Work request: Nothing but an exact copy of the records below counts as the answer.
__________
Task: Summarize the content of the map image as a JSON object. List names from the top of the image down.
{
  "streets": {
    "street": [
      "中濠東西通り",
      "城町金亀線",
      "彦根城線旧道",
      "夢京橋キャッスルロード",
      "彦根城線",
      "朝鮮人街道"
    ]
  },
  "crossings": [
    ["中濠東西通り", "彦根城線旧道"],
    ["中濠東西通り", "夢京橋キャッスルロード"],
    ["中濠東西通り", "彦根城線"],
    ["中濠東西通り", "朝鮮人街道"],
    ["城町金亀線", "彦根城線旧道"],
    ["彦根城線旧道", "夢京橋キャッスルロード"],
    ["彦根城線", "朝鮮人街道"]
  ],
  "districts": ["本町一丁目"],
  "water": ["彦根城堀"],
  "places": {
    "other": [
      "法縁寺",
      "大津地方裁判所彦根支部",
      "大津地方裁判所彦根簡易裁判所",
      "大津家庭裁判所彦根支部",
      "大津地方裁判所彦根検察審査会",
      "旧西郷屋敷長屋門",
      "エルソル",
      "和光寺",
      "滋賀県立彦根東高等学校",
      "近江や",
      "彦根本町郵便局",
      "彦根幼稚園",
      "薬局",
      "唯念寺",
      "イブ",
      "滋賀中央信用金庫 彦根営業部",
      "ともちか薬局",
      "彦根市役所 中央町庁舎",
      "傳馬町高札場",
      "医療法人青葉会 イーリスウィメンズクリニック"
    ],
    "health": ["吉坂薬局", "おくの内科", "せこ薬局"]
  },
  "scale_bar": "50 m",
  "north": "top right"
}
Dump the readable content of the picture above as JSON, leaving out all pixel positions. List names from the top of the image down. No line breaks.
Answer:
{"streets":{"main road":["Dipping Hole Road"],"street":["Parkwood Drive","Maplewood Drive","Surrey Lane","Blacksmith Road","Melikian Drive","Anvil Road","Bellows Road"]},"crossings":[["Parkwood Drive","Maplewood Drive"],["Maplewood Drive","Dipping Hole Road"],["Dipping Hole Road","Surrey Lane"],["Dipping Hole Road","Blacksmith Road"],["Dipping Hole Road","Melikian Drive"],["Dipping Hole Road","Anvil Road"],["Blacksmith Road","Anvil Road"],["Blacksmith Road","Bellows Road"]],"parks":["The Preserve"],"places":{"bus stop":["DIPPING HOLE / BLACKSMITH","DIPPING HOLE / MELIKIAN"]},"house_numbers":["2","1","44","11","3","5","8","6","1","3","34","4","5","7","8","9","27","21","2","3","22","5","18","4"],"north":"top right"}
__________
Response box:
Task: Summarize the content of the map image as a JSON object. List names from the top of the image down.
{
  "streets": {
    "street": [
      "中濠東西通り",
      "城町金亀線",
      "彦根城線旧道",
      "夢京橋キャッスルロード",
      "彦根城線",
      "朝鮮人街道"
    ]
  },
  "crossings": [
    ["中濠東西通り", "彦根城線旧道"],
    ["中濠東西通り", "夢京橋キャッスルロード"],
    ["中濠東西通り", "彦根城線"],
    ["中濠東西通り", "朝鮮人街道"],
    ["城町金亀線", "彦根城線旧道"],
    ["彦根城線旧道", "夢京橋キャッスルロード"],
    ["彦根城線", "朝鮮人街道"]
  ],
  "districts": ["本町一丁目"],
  "water": ["彦根城堀"],
  "places": {
    "other": [
      "法縁寺",
      "大津地方裁判所彦根支部",
      "大津地方裁判所彦根簡易裁判所",
      "大津家庭裁判所彦根支部",
      "大津地方裁判所彦根検察審査会",
      "旧西郷屋敷長屋門",
      "エルソル",
      "和光寺",
      "滋賀県立彦根東高等学校",
      "近江や",
      "彦根本町郵便局",
      "彦根幼稚園",
      "薬局",
      "唯念寺",
      "イブ",
      "滋賀中央信用金庫 彦根営業部",
      "ともちか薬局",
      "彦根市役所 中央町庁舎",
      "傳馬町高札場",
      "医療法人青葉会 イーリスウィメンズクリニック"
    ],
    "health": ["吉坂薬局", "おくの内科", "せこ薬局"]
  },
  "scale_bar": "50 m",
  "north": "top right"
}
Dump the readable content of the picture above as JSON, leaving out all pixel positions. List names from the top of the image down. No line breaks.
Answer:
{"streets":{"main road":["Dipping Hole Road"],"street":["Parkwood Drive","Maplewood Drive","Surrey Lane","Blacksmith Road","Melikian Drive","Anvil Road","Bellows Road"]},"crossings":[["Parkwood Drive","Maplewood Drive"],["Maplewood Drive","Dipping Hole Road"],["Dipping Hole Road","Surrey Lane"],["Dipping Hole Road","Blacksmith Road"],["Dipping Hole Road","Melikian Drive"],["Dipping Hole Road","Anvil Road"],["Blacksmith Road","Anvil Road"],["Blacksmith Road","Bellows Road"]],"parks":["The Preserve"],"places":{"bus stop":["DIPPING HOLE / BLACKSMITH","DIPPING HOLE / MELIKIAN"]},"house_numbers":["2","1","44","11","3","5","8","6","1","3","34","4","5","7","8","9","27","21","2","3","22","5","18","4"],"north":"top right"}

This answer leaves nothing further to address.